The Mediterranean monk seal and its congeners [Glossary], the Hawaiian monk seal (Monachus schauinslandi), and the Caribbean monk seal (Monachus tropicalis), now extinct (IUCN 2000), are members of the Subfamily Monachinae and are the only pinniped species to inhabit exclusively low-latitude temperate and tropical waters. It has yet to be established how the group came to frequent seas so far apart as the Mediterranean, the Caribbean and the Pacific. Reppening et al. (1980) and Reppening (1980) maintain, that the early monk seals started their evolutionary journey at the eastern seaboard of Northern America and reached Europe with the help of the warm Gulf Stream. According to Hendey (1972) and de Muizon (1982) however, the original ancestor of the monk seals began its journey in Europe, giving birth to the Mediterranean monk seal (Monachus monachus). Following the warm equatorial currents, some animals managed to cross the Atlantic and traveled north to the Caribbean, giving rise to the Caribbean monk seal. Eventually, after crossing to the Pacific, they reached the Hawaiian Islands and evolved into the Hawaiian monk seal. Latter hypothesis is backed up also by results of a recent study based on the analysis of mitochondrial and nuclear DNA (Fyler et al. 2005).

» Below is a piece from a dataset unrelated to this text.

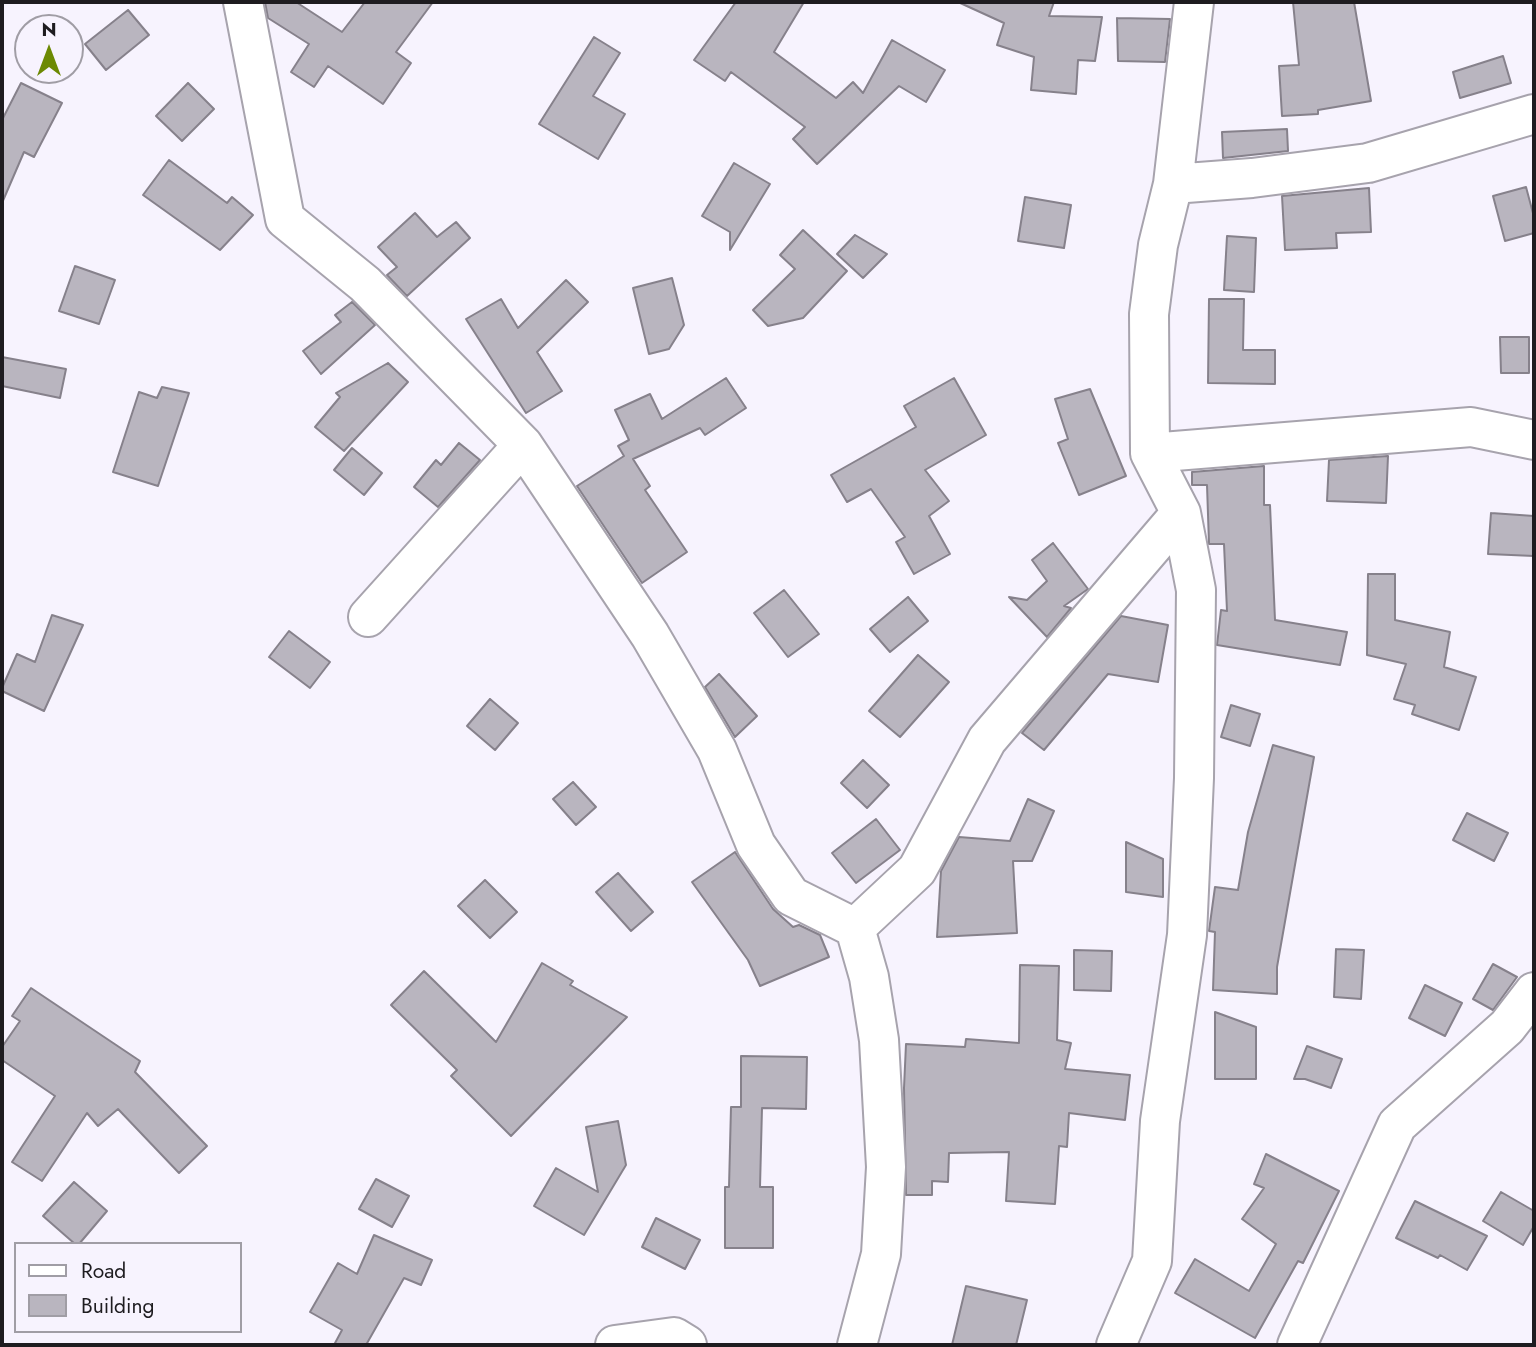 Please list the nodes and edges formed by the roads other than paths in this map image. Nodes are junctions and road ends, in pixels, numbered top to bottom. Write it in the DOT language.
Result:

Regardless of origin or phylogenetic relationships, thorough study of the three species and their comparison with the fossils unearthed to date (Tavani 1943, Boettger 1951, Ray 1976, Springhorn 1978, Barnes et al. 1985) demonstrate that monk seals are, in evolutionary terms, a remarkably conservative group. “It seems that having once adapted to their environment they [monk seals] received little, if any, pressure to cause adaptive change” (Hendey 1972) and have therefore retained features that are characteristic of their early ancestors. The Hawaiian monk seal is often referred to as a “living fossil” due to these particular traits (Lavigne 1998, Lavigne & Johnson 2001).